[EXTRACTED DATA — start]

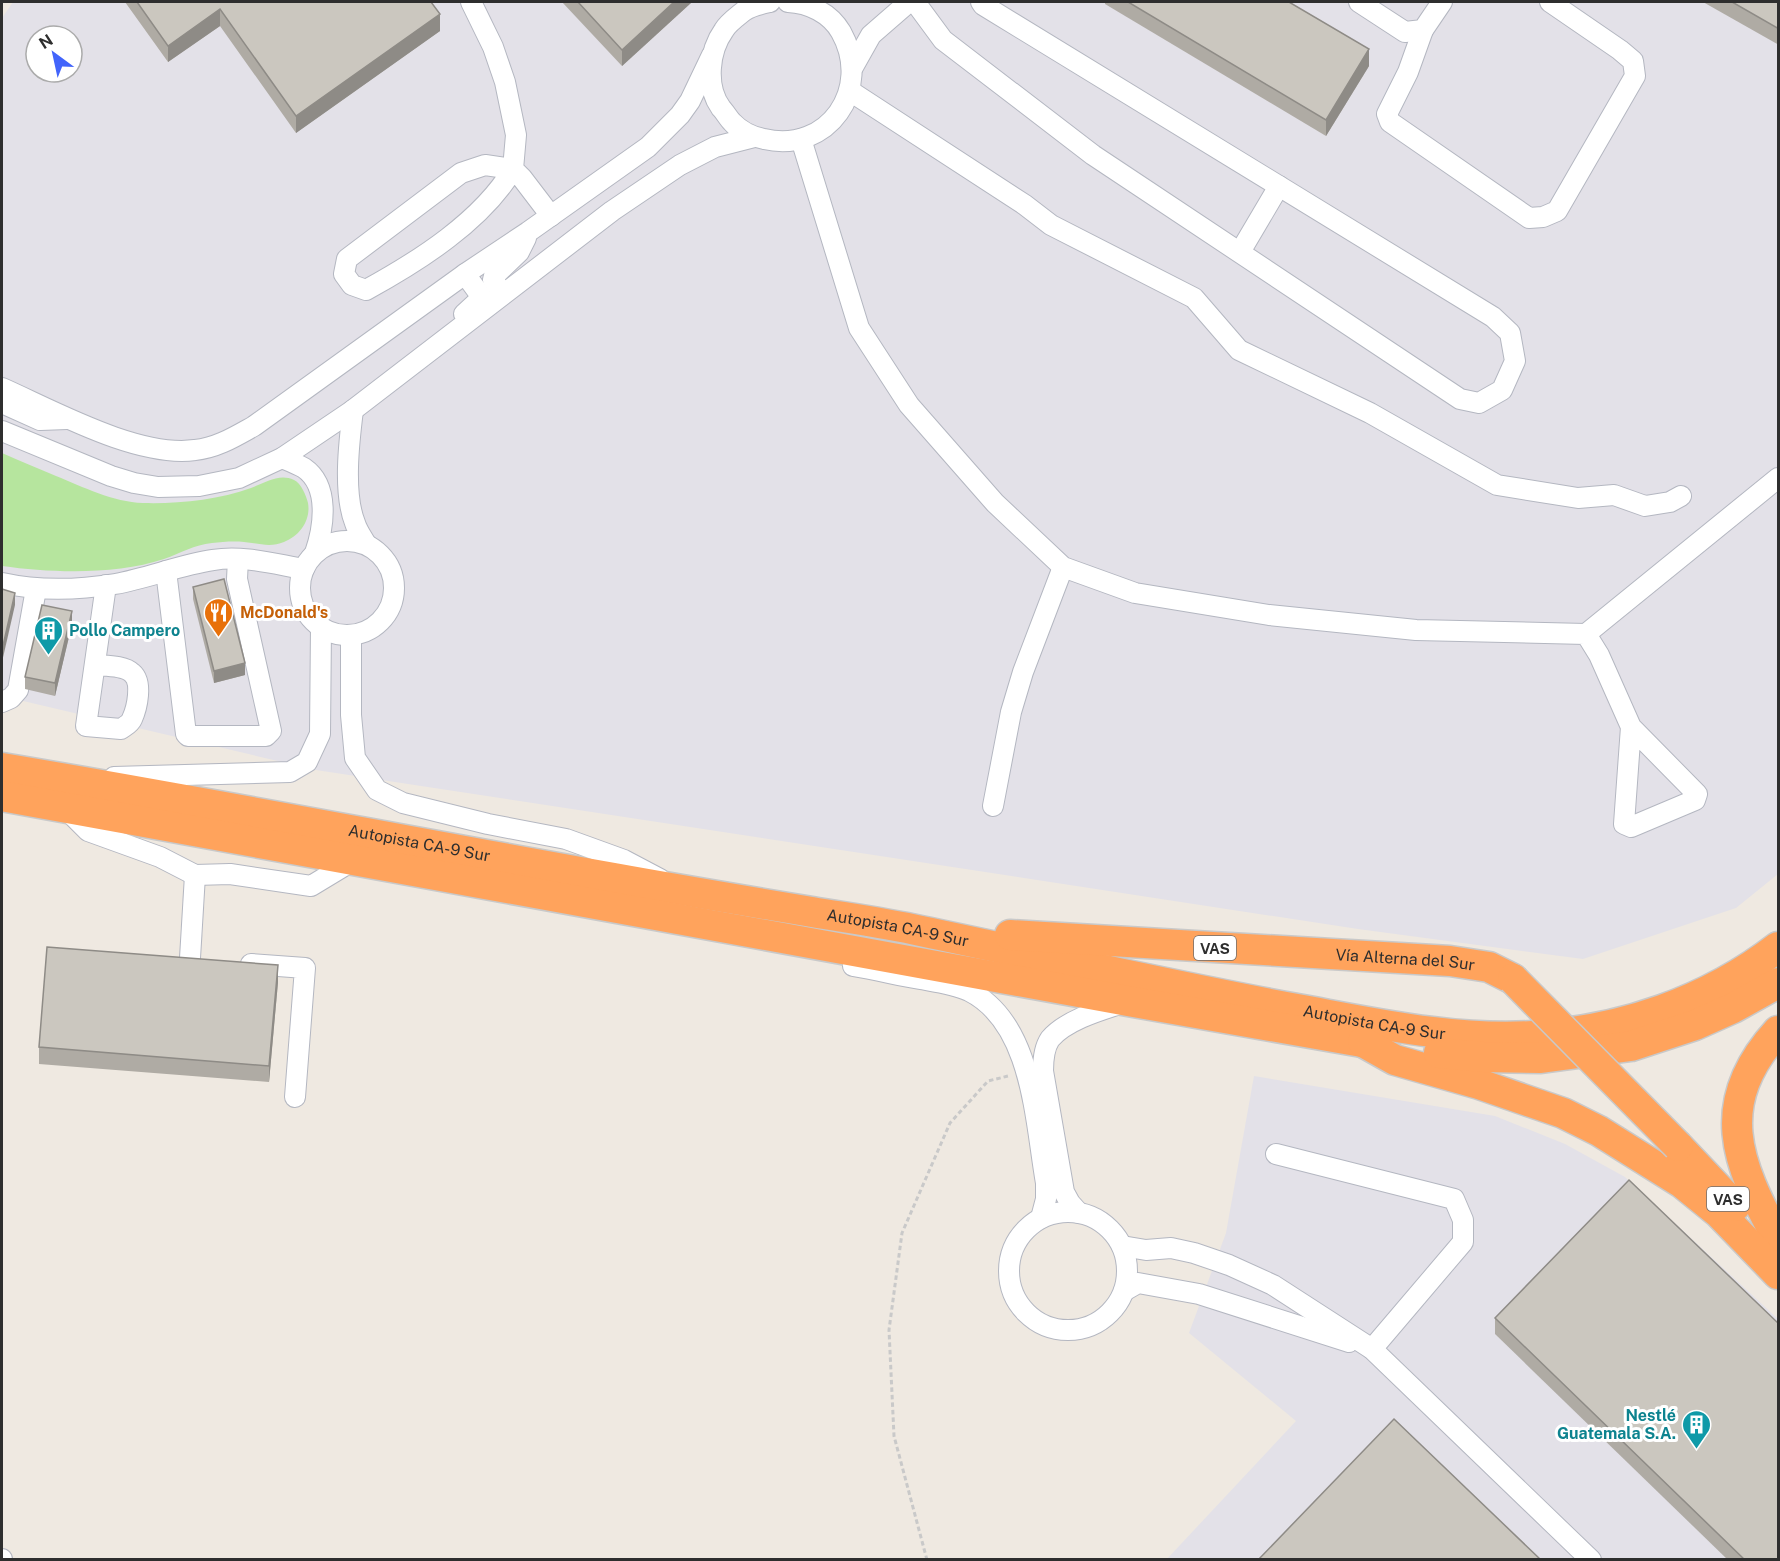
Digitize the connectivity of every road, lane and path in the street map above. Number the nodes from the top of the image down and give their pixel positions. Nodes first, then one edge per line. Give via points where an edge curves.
1 (471, 2) edge
2 (770, 2) edge
3 (802, 2) edge
4 (909, 2) edge
5 (915, 2) edge
6 (981, 2) edge
7 (1359, 2) edge
8 (1442, 2) edge
9 (1550, 2) edge
10 (1423, 30) junction
11 (712, 55) junction
12 (853, 67) junction
13 (850, 91) junction
14 (754, 137) junction
15 (801, 139) junction
16 (513, 169) junction
17 (1279, 186) junction
18 (551, 216) junction
19 (528, 232) junction
20 (1240, 252) junction
21 (465, 274) junction
22 (503, 294) junction
23 (432, 349) junction
24 (2, 388) edge
25 (2, 403) edge
26 (352, 410) junction
27 (72, 419) junction
28 (2, 431) edge
29 (282, 458) junction
30 (1779, 478) edge
31 (1681, 496) dead end
32 (366, 544) junction
33 (315, 553) junction
34 (238, 559) junction
35 (1063, 567) junction
36 (304, 569) junction
37 (166, 571) junction
38 (2, 583) edge
39 (106, 585) junction
40 (36, 588) junction
41 (321, 627) junction
42 (1586, 634) junction
43 (351, 635) junction
44 (95, 664) dead end
45 (2, 702) edge
46 (1631, 727) junction
47 (10, 769) edge
48 (63, 793) junction
49 (2, 796) edge
50 (993, 806) dead end
51 (354, 860) junction
52 (195, 874) junction
53 (681, 890) junction
54 (698, 923) junction
55 (914, 929) junction
56 (1779, 947) edge
57 (168, 957) edge
58 (190, 958) junction
59 (213, 960) edge
60 (236, 962) edge
61 (1779, 983) edge
62 (1128, 1001) junction
63 (1779, 1031) edge
64 (1363, 1042) junction
65 (1027, 1071) junction
66 (295, 1097) dead end
67 (1276, 1154) dead end
68 (1079, 1213) junction
69 (1041, 1218) junction
70 (1779, 1239) edge
71 (1122, 1246) junction
72 (1779, 1251) edge
73 (1779, 1274) edge
74 (1124, 1291) junction
75 (1372, 1349) junction
76 (927, 1560) edge
77 (1591, 1560) edge

1 - 16 street via 493,47 504,82 516,135
2 - 11 street via 746,10 724,29
3 - 12 street via 838,27
4 - 12 street via 871,35
5 - 20 street via 943,40 1093,155
6 - 17 street
7 - 10 street via 1405,32
8 - 10 street
9 - 10 street via 1633,61 1635,76 1557,211 1544,217 1529,218 1390,122 1388,114
11 - 14 street via 711,80 718,104 733,123
11 - 18 street via 680,116 648,147
12 - 13 street
13 - 15 street via 839,112 822,129
13 - 31 street via 1051,225 1194,298 1239,350 1370,413 1497,485 1578,498 1614,495 1645,506
14 - 15 street via 777,142
14 - 22 street via 715,147 680,165
15 - 35 street via 859,328 909,405 995,502
16 - 16 street via 476,216 399,272 366,290 352,285 344,274 347,260 461,173 485,165
16 - 18 street
17 - 20 street
17 - 20 street via 1493,317 1510,333 1515,361 1502,390 1479,403 1460,399
18 - 19 street
19 - 21 street
19 - 22 street via 519,252 494,276
21 - 23 street via 481,296
21 - 27 street via 254,426 217,445 176,452 153,448 113,437
22 - 23 street
23 - 26 street
24 - 27 street
25 - 27 street via 40,420
26 - 29 street
26 - 32 street via 349,502
28 - 29 street via 111,476 158,488 199,486 239,478
29 - 33 street via 305,469 316,481 323,507 322,531
30 - 42 street
32 - 33 street via 339,541
32 - 43 street via 381,554 391,568 395,586 392,604 383,619 369,630
33 - 36 street
34 - 36 street
34 - 37 street via 212,560
34 - 37 street via 237,579 271,731 266,736 186,734
35 - 42 street via 1136,593 1269,615 1416,630
35 - 50 street via 1011,712
36 - 41 street via 302,601 309,616
37 - 39 street
38 - 40 street
39 - 40 street
39 - 44 street
40 - 45 street via 18,690
41 - 43 street via 335,634
41 - 48 street via 320,734 307,762 290,772
42 - 46 street
43 - 53 street via 355,758 377,790 403,803 566,839 624,860
46 - 46 street via 1624,824 1631,827 1697,797
47 - 48 highway, Autopista CA-9 Sur
48 - 49 highway, Autopista CA-9 Sur
48 - 51 highway, Autopista CA-9 Sur
48 - 52 street via 87,831
48 - 53 highway, Autopista CA-9 Sur
51 - 52 street via 311,886 230,874
51 - 54 highway, Autopista CA-9 Sur
52 - 58 street
53 - 55 highway, Autopista CA-9 Sur
54 - 62 highway, Autopista CA-9 Sur
54 - 65 street via 714,939 967,991 982,999 1009,1030
55 - 56 highway, Autopista CA-9 Sur via 1344,1018 1425,1031 1507,1037 1601,1027 1643,1016 1729,981
55 - 72 highway, Vía Alterna del Sur / VAS, bridge via 1450,961 1489,967 1513,979
57 - 58 street
58 - 59 street
60 - 66 street via 305,968
61 - 64 highway, Autopista CA-9 Sur via 1695,1025 1631,1046 1541,1058 1483,1057
62 - 64 highway, Autopista CA-9 Sur
62 - 68 street via 1075,1021 1050,1040 1044,1054 1042,1071 1065,1192
63 - 70 highway via 1767,1043 1744,1086 1736,1123 1743,1165
64 - 73 highway, VAS via 1395,1060 1563,1113 1599,1131 1682,1183 1719,1213
65 - 69 street via 1046,1183
65 - 76 path via 988,1081 950,1123 902,1233 889,1330 894,1436
67 - 75 street via 1454,1199 1464,1220 1463,1242
68 - 69 street via 1060,1212
68 - 71 street via 1097,1219
69 - 74 street via 1014,1245 1009,1263 1009,1283 1028,1316 1054,1329 1083,1329 1115,1308
71 - 74 street via 1127,1268
71 - 75 street via 1146,1250 1172,1248 1229,1265 1273,1285
74 - 75 street via 1138,1283 1199,1294
75 - 77 street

[EXTRACTED DATA — finish]

WORK INSTRUCTION
The entries are to be reproduced exactly, excluding any pictures they contain.

SOLUTION FOR THIS EXERCISE
Digitize the connectivity of every road, lane and path in the street map above. Number the nodes from the top of the image down and give their pixel positions. Nodes first, then one edge per line. Give via points where an edge curves.
1 (471, 2) edge
2 (770, 2) edge
3 (802, 2) edge
4 (909, 2) edge
5 (915, 2) edge
6 (981, 2) edge
7 (1359, 2) edge
8 (1442, 2) edge
9 (1550, 2) edge
10 (1423, 30) junction
11 (712, 55) junction
12 (853, 67) junction
13 (850, 91) junction
14 (754, 137) junction
15 (801, 139) junction
16 (513, 169) junction
17 (1279, 186) junction
18 (551, 216) junction
19 (528, 232) junction
20 (1240, 252) junction
21 (465, 274) junction
22 (503, 294) junction
23 (432, 349) junction
24 (2, 388) edge
25 (2, 403) edge
26 (352, 410) junction
27 (72, 419) junction
28 (2, 431) edge
29 (282, 458) junction
30 (1779, 478) edge
31 (1681, 496) dead end
32 (366, 544) junction
33 (315, 553) junction
34 (238, 559) junction
35 (1063, 567) junction
36 (304, 569) junction
37 (166, 571) junction
38 (2, 583) edge
39 (106, 585) junction
40 (36, 588) junction
41 (321, 627) junction
42 (1586, 634) junction
43 (351, 635) junction
44 (95, 664) dead end
45 (2, 702) edge
46 (1631, 727) junction
47 (10, 769) edge
48 (63, 793) junction
49 (2, 796) edge
50 (993, 806) dead end
51 (354, 860) junction
52 (195, 874) junction
53 (681, 890) junction
54 (698, 923) junction
55 (914, 929) junction
56 (1779, 947) edge
57 (168, 957) edge
58 (190, 958) junction
59 (213, 960) edge
60 (236, 962) edge
61 (1779, 983) edge
62 (1128, 1001) junction
63 (1779, 1031) edge
64 (1363, 1042) junction
65 (1027, 1071) junction
66 (295, 1097) dead end
67 (1276, 1154) dead end
68 (1079, 1213) junction
69 (1041, 1218) junction
70 (1779, 1239) edge
71 (1122, 1246) junction
72 (1779, 1251) edge
73 (1779, 1274) edge
74 (1124, 1291) junction
75 (1372, 1349) junction
76 (927, 1560) edge
77 (1591, 1560) edge

1 - 16 street via 493,47 504,82 516,135
2 - 11 street via 746,10 724,29
3 - 12 street via 838,27
4 - 12 street via 871,35
5 - 20 street via 943,40 1093,155
6 - 17 street
7 - 10 street via 1405,32
8 - 10 street
9 - 10 street via 1633,61 1635,76 1557,211 1544,217 1529,218 1390,122 1388,114
11 - 14 street via 711,80 718,104 733,123
11 - 18 street via 680,116 648,147
12 - 13 street
13 - 15 street via 839,112 822,129
13 - 31 street via 1051,225 1194,298 1239,350 1370,413 1497,485 1578,498 1614,495 1645,506
14 - 15 street via 777,142
14 - 22 street via 715,147 680,165
15 - 35 street via 859,328 909,405 995,502
16 - 16 street via 476,216 399,272 366,290 352,285 344,274 347,260 461,173 485,165
16 - 18 street
17 - 20 street
17 - 20 street via 1493,317 1510,333 1515,361 1502,390 1479,403 1460,399
18 - 19 street
19 - 21 street
19 - 22 street via 519,252 494,276
21 - 23 street via 481,296
21 - 27 street via 254,426 217,445 176,452 153,448 113,437
22 - 23 street
23 - 26 street
24 - 27 street
25 - 27 street via 40,420
26 - 29 street
26 - 32 street via 349,502
28 - 29 street via 111,476 158,488 199,486 239,478
29 - 33 street via 305,469 316,481 323,507 322,531
30 - 42 street
32 - 33 street via 339,541
32 - 43 street via 381,554 391,568 395,586 392,604 383,619 369,630
33 - 36 street
34 - 36 street
34 - 37 street via 212,560
34 - 37 street via 237,579 271,731 266,736 186,734
35 - 42 street via 1136,593 1269,615 1416,630
35 - 50 street via 1011,712
36 - 41 street via 302,601 309,616
37 - 39 street
38 - 40 street
39 - 40 street
39 - 44 street
40 - 45 street via 18,690
41 - 43 street via 335,634
41 - 48 street via 320,734 307,762 290,772
42 - 46 street
43 - 53 street via 355,758 377,790 403,803 566,839 624,860
46 - 46 street via 1624,824 1631,827 1697,797
47 - 48 highway, Autopista CA-9 Sur
48 - 49 highway, Autopista CA-9 Sur
48 - 51 highway, Autopista CA-9 Sur
48 - 52 street via 87,831
48 - 53 highway, Autopista CA-9 Sur
51 - 52 street via 311,886 230,874
51 - 54 highway, Autopista CA-9 Sur
52 - 58 street
53 - 55 highway, Autopista CA-9 Sur
54 - 62 highway, Autopista CA-9 Sur
54 - 65 street via 714,939 967,991 982,999 1009,1030
55 - 56 highway, Autopista CA-9 Sur via 1344,1018 1425,1031 1507,1037 1601,1027 1643,1016 1729,981
55 - 72 highway, Vía Alterna del Sur / VAS, bridge via 1450,961 1489,967 1513,979
57 - 58 street
58 - 59 street
60 - 66 street via 305,968
61 - 64 highway, Autopista CA-9 Sur via 1695,1025 1631,1046 1541,1058 1483,1057
62 - 64 highway, Autopista CA-9 Sur
62 - 68 street via 1075,1021 1050,1040 1044,1054 1042,1071 1065,1192
63 - 70 highway via 1767,1043 1744,1086 1736,1123 1743,1165
64 - 73 highway, VAS via 1395,1060 1563,1113 1599,1131 1682,1183 1719,1213
65 - 69 street via 1046,1183
65 - 76 path via 988,1081 950,1123 902,1233 889,1330 894,1436
67 - 75 street via 1454,1199 1464,1220 1463,1242
68 - 69 street via 1060,1212
68 - 71 street via 1097,1219
69 - 74 street via 1014,1245 1009,1263 1009,1283 1028,1316 1054,1329 1083,1329 1115,1308
71 - 74 street via 1127,1268
71 - 75 street via 1146,1250 1172,1248 1229,1265 1273,1285
74 - 75 street via 1138,1283 1199,1294
75 - 77 street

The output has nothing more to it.